Upper Cretaceous agglutinated foraminifers from the western Pacific Ocean

Abyssal agglutinated foraminifers allow biostratigraphic correlation of Upper Cretaceous brown zeolitic claystones in Deep Sea Drilling Project Holes 196A and 198A and Ocean Drilling Program Holes 800A and 801 A. Three agglutinated foraminiferal zones subdivide the strata overlying the Campanian to Cenomanian cherts. The lower zone is characterized by Hormosina gigantea, which is a Campanian zonal marker in the North Atlantic Ocean and western Tethys. A major correlation level, which was observed in all holes studied, is based on the acme of evolute Haplophragmoides spp. This acme zone was observed in Sample 129-801A-6R-CC, about 9 m above the first occurrence of H. gigantea in Sample 129-801A-7R-1, 62-67 cm (approximately middle Campanian).

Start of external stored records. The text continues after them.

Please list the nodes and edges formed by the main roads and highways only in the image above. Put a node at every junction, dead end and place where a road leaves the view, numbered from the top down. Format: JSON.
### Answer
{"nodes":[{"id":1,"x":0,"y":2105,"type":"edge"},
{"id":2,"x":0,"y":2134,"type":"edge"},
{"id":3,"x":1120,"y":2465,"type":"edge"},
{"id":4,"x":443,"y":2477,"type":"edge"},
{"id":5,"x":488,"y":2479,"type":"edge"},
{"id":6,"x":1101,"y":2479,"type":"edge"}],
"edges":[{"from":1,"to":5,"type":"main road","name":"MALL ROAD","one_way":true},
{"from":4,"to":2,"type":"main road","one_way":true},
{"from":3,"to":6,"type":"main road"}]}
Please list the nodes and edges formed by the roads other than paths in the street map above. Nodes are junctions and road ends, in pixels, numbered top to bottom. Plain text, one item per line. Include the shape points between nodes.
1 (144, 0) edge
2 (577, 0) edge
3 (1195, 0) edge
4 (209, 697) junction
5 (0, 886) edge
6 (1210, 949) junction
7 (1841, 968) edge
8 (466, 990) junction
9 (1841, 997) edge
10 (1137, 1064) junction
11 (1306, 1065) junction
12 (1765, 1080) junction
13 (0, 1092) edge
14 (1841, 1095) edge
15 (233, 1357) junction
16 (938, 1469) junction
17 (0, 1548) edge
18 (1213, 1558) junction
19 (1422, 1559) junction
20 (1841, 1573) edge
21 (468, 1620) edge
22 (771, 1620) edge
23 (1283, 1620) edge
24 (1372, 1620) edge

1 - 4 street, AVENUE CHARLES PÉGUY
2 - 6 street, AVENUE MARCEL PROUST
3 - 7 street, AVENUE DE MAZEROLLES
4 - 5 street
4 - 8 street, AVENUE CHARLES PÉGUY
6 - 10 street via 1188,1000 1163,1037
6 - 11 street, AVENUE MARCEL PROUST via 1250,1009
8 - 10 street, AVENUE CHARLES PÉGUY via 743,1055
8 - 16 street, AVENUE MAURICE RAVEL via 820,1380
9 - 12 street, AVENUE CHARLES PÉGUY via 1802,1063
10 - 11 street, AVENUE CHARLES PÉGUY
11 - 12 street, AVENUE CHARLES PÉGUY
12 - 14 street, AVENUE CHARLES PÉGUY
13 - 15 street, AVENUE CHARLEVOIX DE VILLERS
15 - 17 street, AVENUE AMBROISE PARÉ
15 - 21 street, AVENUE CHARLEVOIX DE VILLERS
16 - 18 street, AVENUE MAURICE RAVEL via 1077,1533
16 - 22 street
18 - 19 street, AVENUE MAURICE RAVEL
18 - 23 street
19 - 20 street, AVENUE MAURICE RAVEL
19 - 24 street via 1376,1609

The uppermost zone is characterized by dominant Paratrochamminoides spp. and in some instances common Bolivinopsis parvissimus (late Campanian to Maestrichtian). The available biostratigraphic data for the Upper Cretaceous of Sites 196, 198, 800, and 801 are correlated with the biochronologic framework of the North Atlantic, western Mediterranean, and Carpathians. Additionally, we use quantitative estimates of the diversity and abundance of agglutinated foraminiferal species to monitor general faunal trends with time in the western Pacific.